It’s more complicated than personal preference. As a consultant and an employ in a consultancy, I need to sell the technology that will be using, and in my experience “Everyone is using it!” sells much better than “I really like” or “it has some significant technological advantages.”
I just had this same conversation again over a small project that will probably see very few developers in it’s existence: the fact the Elm is simpler and easier to learn (IMO) than Javascript or Typescript is difficult to argue for when there are tons of Javascript developers and packages out there, but only a few Elm developers.
And then Evan made decisions that are making it even more difficult to sell. A language which doesn’t have fully open and transparent development cycle, with one central developer, and being considered by its own community as experimental do not spark confidence in the people who need to approve the decision to use a technology.
Since I would like to use Elm in my work in the future, I need to sell it to decision makers who are not programmers (or worse, are no longer programmers). Some of the things that would help me:

  • A large and hyped community
  • Endorsement from “Big Players”
  • Extremely good and slightly over selling education program (“Learn Elm in 3 Hours” kinda stuff)
  • b. because I’m also working in academia, an education program aimed for complete beginners, similar to what Arduino or Unity3D are doing.
  • A clear, long-term roadmap, not just for the language but also to its leadership. How and when features are added and deprecated? How and when people become core developers?
  • Support for emerging (or already emerged) technologies such as cross-platform á la React-Native, AR, VR, etc.

I think that Elm is on the right track on most things, but there’s still a long way to go. Remember that Python needed 20 years to graduate from this weird-academic language to a programming language that dominates the ML field. Erlang has a similar story.

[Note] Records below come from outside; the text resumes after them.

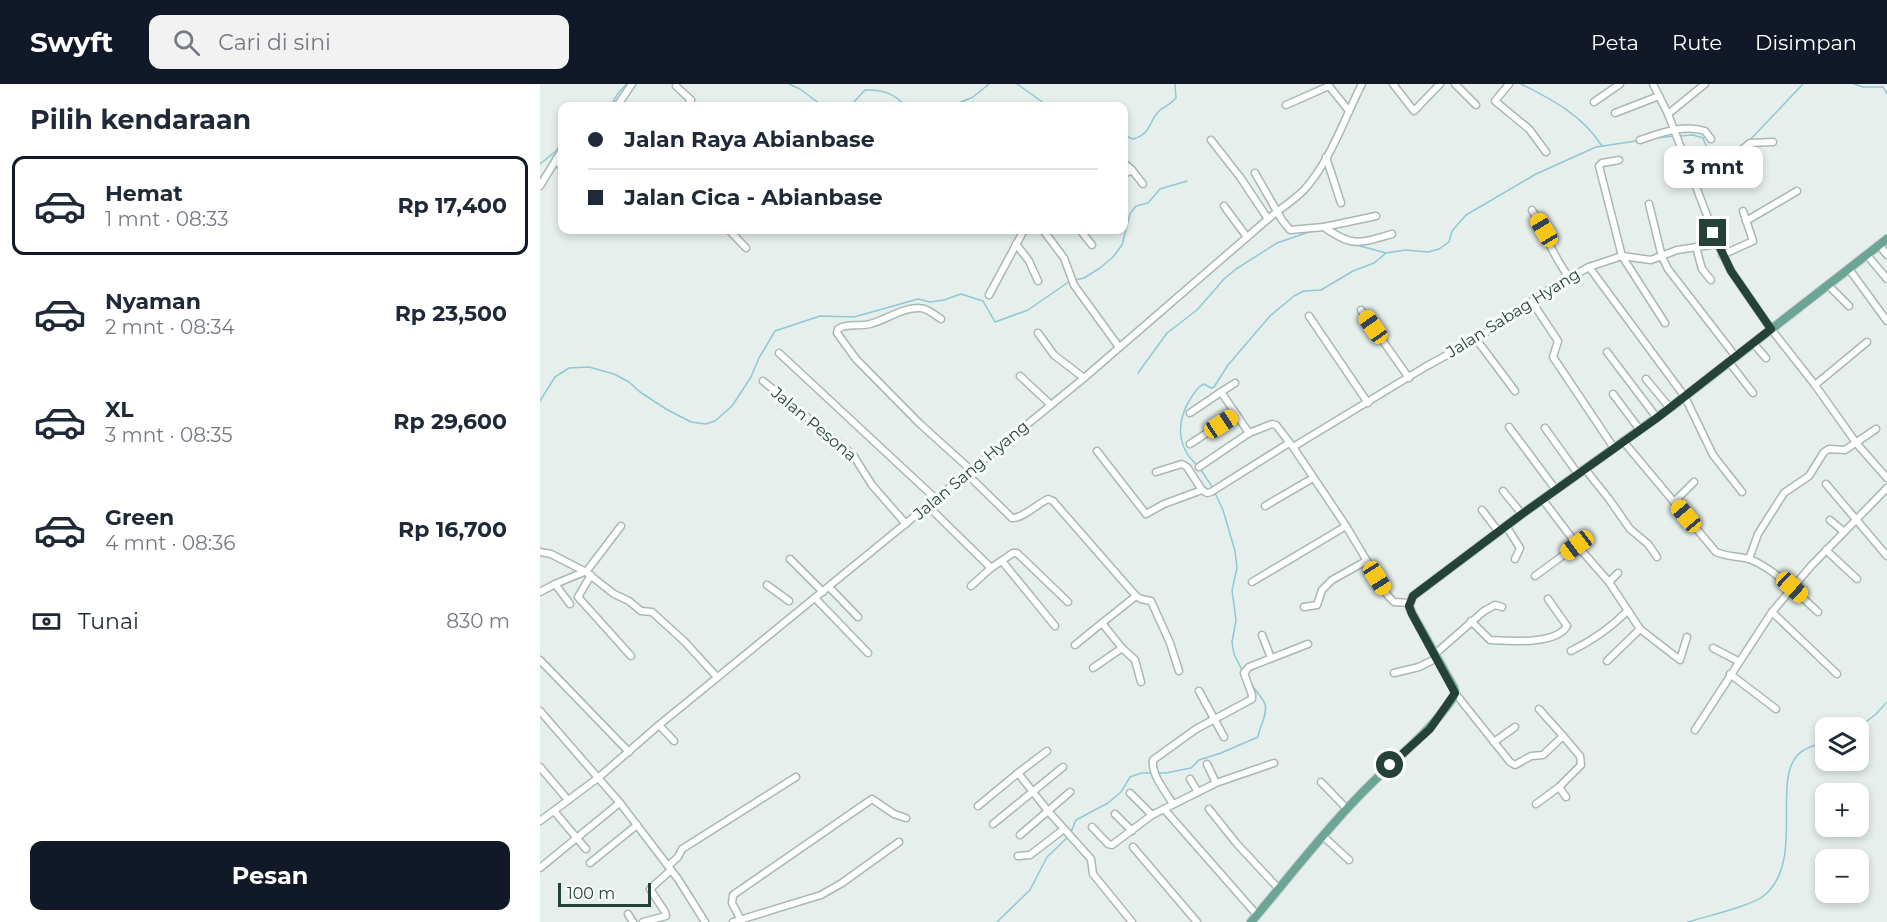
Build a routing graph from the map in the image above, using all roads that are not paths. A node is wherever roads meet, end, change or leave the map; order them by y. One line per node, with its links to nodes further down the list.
1 (632, 84): 12 (street)
2 (1394, 84): 3 (street)
3 (1440, 84)
4 (1455, 84): 16 (street)
5 (1620, 84): 14 (street)
6 (1653, 84): 11 (street)
7 (1705, 84): 19 (street)
8 (1360, 85): 17 (street, Jalan Sang Hyang)
9 (1509, 85): 25 (street)
10 (676, 86): 13 (street)
11 (1659, 96): 18 (street); 19 (street)
12 (623, 102)
13 (690, 102)
14 (1594, 102)
15 (1286, 105): 17 (street)
16 (1476, 105)
17 (1349, 111): 27 (street, Jalan Sang Hyang)
18 (1615, 113)
19 (1668, 114): 20 (street)
20 (1674, 131): 21 (street); 23 (street); 29 (street)
21 (1711, 139)
22 (1211, 140): 46 (street)
23 (1640, 140)
24 (1773, 142): 29 (street)
25 (1546, 152)
26 (558, 156): 28 (street)
27 (1326, 157): 39 (street); 43 (street, Jalan Sang Hyang)
28 (556, 159): 31 (street); 37 (street)
29 (1685, 159): 57 (street)
30 (1619, 160): 65 (street)
31 (558, 162)
32 (1128, 166): 33 (street)
33 (1132, 170): 34 (street); 36 (street)
34 (1128, 172)
35 (1255, 173): 43 (street)
36 (1143, 184)
37 (540, 186)
38 (1797, 190): 47 (street)
39 (1341, 203)
40 (1649, 204): 66 (street)
41 (1224, 206): 54 (street)
42 (1532, 210): 69 (street)
43 (1278, 211): 46 (street, Jalan Sang Hyang); 48 (street)
44 (1743, 211): 47 (street)
45 (1376, 216): 48 (street)
46 (1268, 219): 54 (street, Jalan Sang Hyang)
47 (1746, 221): 62 (street)
48 (1324, 227): 53 (street)
49 (733, 234): 61 (street)
50 (1022, 234): 56 (street)
51 (1046, 234): 87 (street)
52 (1083, 234): 58 (street)
53 (1392, 234)
54 (1247, 237): 87 (street, Jalan Sang Hyang)
55 (1887, 239): 59 (main road)
56 (1016, 244): 72 (street); 74 (street)
57 (1718, 244): 60 (street, Jalan Sabag Hyang); 62 (street)
58 (1092, 245)
59 (1879, 245): 63 (main road); 64 (street)
60 (1696, 247): 66 (street, Jalan Sabag Hyang); 71 (street)
61 (746, 248)
62 (1722, 255): 82 (street)
63 (1867, 255): 68 (main road); 70 (street)
64 (1887, 255)
65 (1622, 256): 66 (street, Jalan Sabag Hyang); 67 (street, Jalan Sabag Hyang); 81 (street)
66 (1662, 257): 91 (street)
67 (1589, 267): 69 (street, Jalan Sabag Hyang); 103 (street)
68 (1849, 269): 73 (main road); 80 (street)
69 (1569, 277): 75 (street, Jalan Sabag Hyang)
70 (1887, 279)
71 (1711, 280)
72 (1038, 281)
73 (1828, 285): 76 (street); 82 (main road)
74 (990, 295)
75 (1532, 302): 84 (street, Jalan Sabag Hyang); 119 (street)
76 (1849, 306)
77 (1361, 310): 94 (street)
78 (1309, 316): 104 (street)
79 (941, 319): 122 (street)
80 (1887, 321)
81 (1665, 323)
82 (1771, 329): 86 (main road); 98 (street)
83 (1038, 333): 93 (street)
84 (1476, 339): 94 (street, Jalan Sabag Hyang); 99 (street)
85 (1867, 342): 98 (street)
86 (1753, 343): 90 (street); 91 (main road)
87 (1119, 347): 93 (street, Jalan Sang Hyang)
88 (1607, 352): 109 (street)
89 (779, 353): 134 (street)
90 (1766, 358)
91 (1732, 360): 101 (street); 103 (main road)
92 (1020, 376): 105 (street)
93 (1084, 378): 105 (street, Jalan Sang Hyang)
94 (1409, 378): 104 (street, Jalan Sabag Hyang)
95 (1646, 379): 106 (street)
96 (763, 381): 143 (street, Jalan Pesona)
97 (1235, 383): 100 (street)
98 (1815, 385): 116 (street)
99 (1515, 391)
100 (1221, 392): 107 (street); 108 (street)
101 (1753, 393)
102 (1613, 394): 113 (street)
103 (1685, 396): 106 (main road); 133 (street)
104 (1368, 403): 118 (street, Jalan Sabag Hyang)
105 (1051, 405): 122 (street, Jalan Sang Hyang)
106 (1670, 408): 109 (main road)
107 (1190, 413)
108 (1236, 414): 114 (street); 117 (street)
109 (1657, 418): 113 (main road)
110 (1509, 427): 131 (street)
111 (1545, 429): 124 (street)
112 (1876, 429): 116 (street)
113 (1640, 430): 115 (main road)
114 (1249, 433): 118 (street); 121 (street)
115 (1623, 441): 119 (main road); 136 (street)
116 (1856, 441): 126 (street); 156 (street)
117 (1190, 444)
118 (1291, 445): 125 (street); 130 (street, Jalan Sabag Hyang)
119 (1614, 448): 124 (main road)
120 (1097, 451): 130 (street, Jalan Sabag Hyang)
121 (1199, 467)
122 (969, 472): 134 (street, Jalan Sang Hyang); 173 (street)
123 (1156, 472): 130 (street)
124 (1582, 472): 131 (main road); 153 (street)
125 (1313, 478): 138 (street); 144 (street)
126 (1887, 478)
127 (1694, 482): 136 (street)
128 (1826, 484): 141 (street)
129 (1887, 488): 141 (street)
130 (1202, 490)
131 (1556, 490): 135 (main road)
132 (1503, 491): 140 (street)
133 (1742, 492)
134 (936, 500): 137 (street, Jalan Sang Hyang)
135 (1543, 500): 140 (main road); 149 (street)
136 (1674, 502): 156 (street)
137 (928, 506): 143 (street, Jalan Sang Hyang); 159 (street)
138 (1265, 506)
139 (1482, 510): 147 (street)
140 (1522, 514): 146 (main road)
141 (1856, 519): 148 (street); 152 (street)
142 (1830, 520): 148 (street)
143 (906, 524): 169 (street, Jalan Sang Hyang)
144 (1346, 525): 158 (street); 164 (street)
145 (621, 526): 160 (street)
146 (1506, 526): 147 (main road); 155 (street)
147 (1498, 531): 178 (main road)
148 (1844, 532): 150 (street)
149 (1577, 545): 162 (street); 165 (street)
150 (1826, 550): 163 (street); 170 (street)
151 (540, 552): 160 (street)
152 (1887, 556)
153 (1657, 557)
154 (790, 559): 172 (street)
155 (1515, 559)
156 (1749, 559): 170 (street)
157 (1002, 561): 159 (street); 177 (street); 188 (street)
158 (1366, 561): 178 (street); 180 (street)
159 (991, 568): 168 (street)
160 (587, 573): 166 (street); 198 (street); 209 (street)
161 (1618, 573): 165 (street)
162 (1535, 576)
163 (1857, 579)
164 (1252, 582)
165 (1609, 582): 182 (street)
166 (555, 584): 171 (street); 179 (street)
167 (767, 585): 176 (street)
168 (971, 586)
169 (829, 587): 172 (street, Jalan Sang Hyang); 185 (street)
170 (1792, 587): 183 (street); 184 (street)
171 (540, 592)
172 (823, 592): 174 (street, Jalan Sang Hyang)
173 (1136, 596): 187 (street); 205 (street)
174 (815, 598): 197 (street); 209 (street, Jalan Sang Hyang)
175 (1548, 599): 186 (street)
176 (789, 601)
177 (1068, 602)
178 (1410, 603): 199 (main road)
179 (570, 604)
180 (1304, 607)
181 (1502, 608): 186 (street)
182 (1627, 611): 189 (street); 196 (street)
183 (1772, 612): 203 (street); 208 (street)
184 (1818, 612)
185 (858, 616)
186 (1471, 621): 199 (street)
187 (1102, 623): 193 (street); 194 (street)
188 (1055, 626)
189 (1640, 629): 191 (street); 202 (street)
190 (1262, 635): 200 (street)
191 (1687, 637)
192 (1308, 644): 200 (street)
193 (1075, 645)
194 (1122, 648): 204 (street); 210 (street)
195 (1713, 648): 203 (street)
196 (1571, 651)
197 (868, 653)
198 (631, 656)
199 (1436, 656): 206 (street); 212 (main road)
200 (1271, 658): 216 (street)
201 (540, 660): 225 (street)
202 (1607, 661)
203 (1738, 661): 207 (street)
204 (1093, 668)
205 (1179, 672)
206 (1394, 673)
207 (1730, 674): 214 (street); 219 (street)
208 (1837, 674)
209 (717, 677): 217 (street, Jalan Sang Hyang)
210 (1141, 682)
211 (1199, 691): 216 (street)
212 (1455, 693): 223 (street); 249 (main road)
213 (1539, 709): 220 (street)
214 (1776, 709)
215 (540, 711): 232 (street)
216 (1215, 720): 221 (street); 243 (street)
217 (659, 725): 222 (street); 225 (street, Jalan Sang Hyang)
218 (1515, 727): 223 (street)
219 (1695, 730)
220 (1563, 736): 223 (street); 236 (street)
221 (1224, 737)
222 (674, 741)
223 (1494, 742)
224 (1047, 751): 230 (street)
225 (629, 752): 232 (street, Jalan Sang Hyang)
226 (1274, 763): 235 (street)
227 (1207, 764): 235 (street)
228 (540, 767): 242 (street)
229 (1064, 767): 237 (street)
230 (1018, 773): 237 (street); 246 (street)
231 (796, 777): 271 (street)
232 (598, 778): 242 (street, Jalan Sang Hyang); 257 (street)
233 (1190, 779): 239 (street)
234 (1321, 782): 249 (street)
235 (1216, 783): 239 (street)
236 (1559, 787): 241 (street); 244 (street)
237 (1032, 792): 251 (street); 256 (street)
238 (1070, 792): 251 (street)
239 (1197, 792): 243 (street)
240 (1130, 793): 253 (street)
241 (1566, 797)
242 (568, 800): 250 (street, Jalan Sang Hyang)
243 (1173, 804): 247 (street)
244 (1536, 804)
245 (617, 805): 263 (street)
246 (978, 806)
247 (1164, 809): 253 (street); 274 (street)
248 (1209, 809): 272 (street)
249 (1347, 809): 262 (main road)
250 (554, 811): 255 (street, Jalan Sang Hyang); 263 (street)
251 (1048, 811): 259 (street); 261 (street)
252 (1114, 814): 260 (street)
253 (1152, 815): 260 (street)
254 (906, 818): 275 (street)
255 (540, 821)
256 (993, 824)
257 (637, 825): 269 (street); 271 (street)
258 (1092, 827): 260 (street)
259 (1065, 830): 267 (street); 280 (street)
260 (1132, 831)
261 (1020, 835)
262 (1323, 836): 268 (street); 272 (main road)
263 (577, 838): 266 (street); 270 (street)
264 (899, 842): 275 (street)
265 (1133, 847): 281 (street)
266 (586, 849)
267 (1018, 856)
268 (1349, 860)
269 (590, 863)
270 (540, 868)
271 (670, 868): 277 (street); 278 (street)
272 (1279, 889): 274 (main road)
273 (628, 914): 276 (street)
274 (1257, 915): 282 (main road)
275 (741, 920): 279 (street)
276 (633, 922)
277 (643, 922)
278 (705, 922)
279 (733, 922)
280 (1132, 922)
281 (1197, 922)
282 (1251, 922)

I do have some operative suggestions to the community:

  • Workshops for complete beginners modelled after Django Girls can help us both diversify the community and introduce beginners before they get hooked-up by JavaScript.
  • I’ve heard that them youngsters :older_man: are programming on Twitch and watch videos of people live program, are there Elm streamers? Seems like a powerful way to both teach and to show the strengths of Elm, its compiler and its community.
  • Talk about Elm in meetups and conferences that are not about Elm. Better yet, show, don’t tell. Elm is perfect for doing live programming demo because the compilation errors are our friends. I’ve tried it once, and it was OK but I should have used a simpler example. You can also bring people on stage to show them how the compiler can teach them.
  • If you’re in academia, maybe try and teach an Elm based course? I don’t know who you’ll need to convince.
  • Maybe create resources for non-developers? Like, Elm for web designers, for children, for pensioners who want a website.

Hell, that came out to be very long, and not addressed just to you. To summarise: I think Elm is awesome and I would like to use it more, but I am not the one making the shots. We can be awesome and popular enough to make the on-boarding of managers easier.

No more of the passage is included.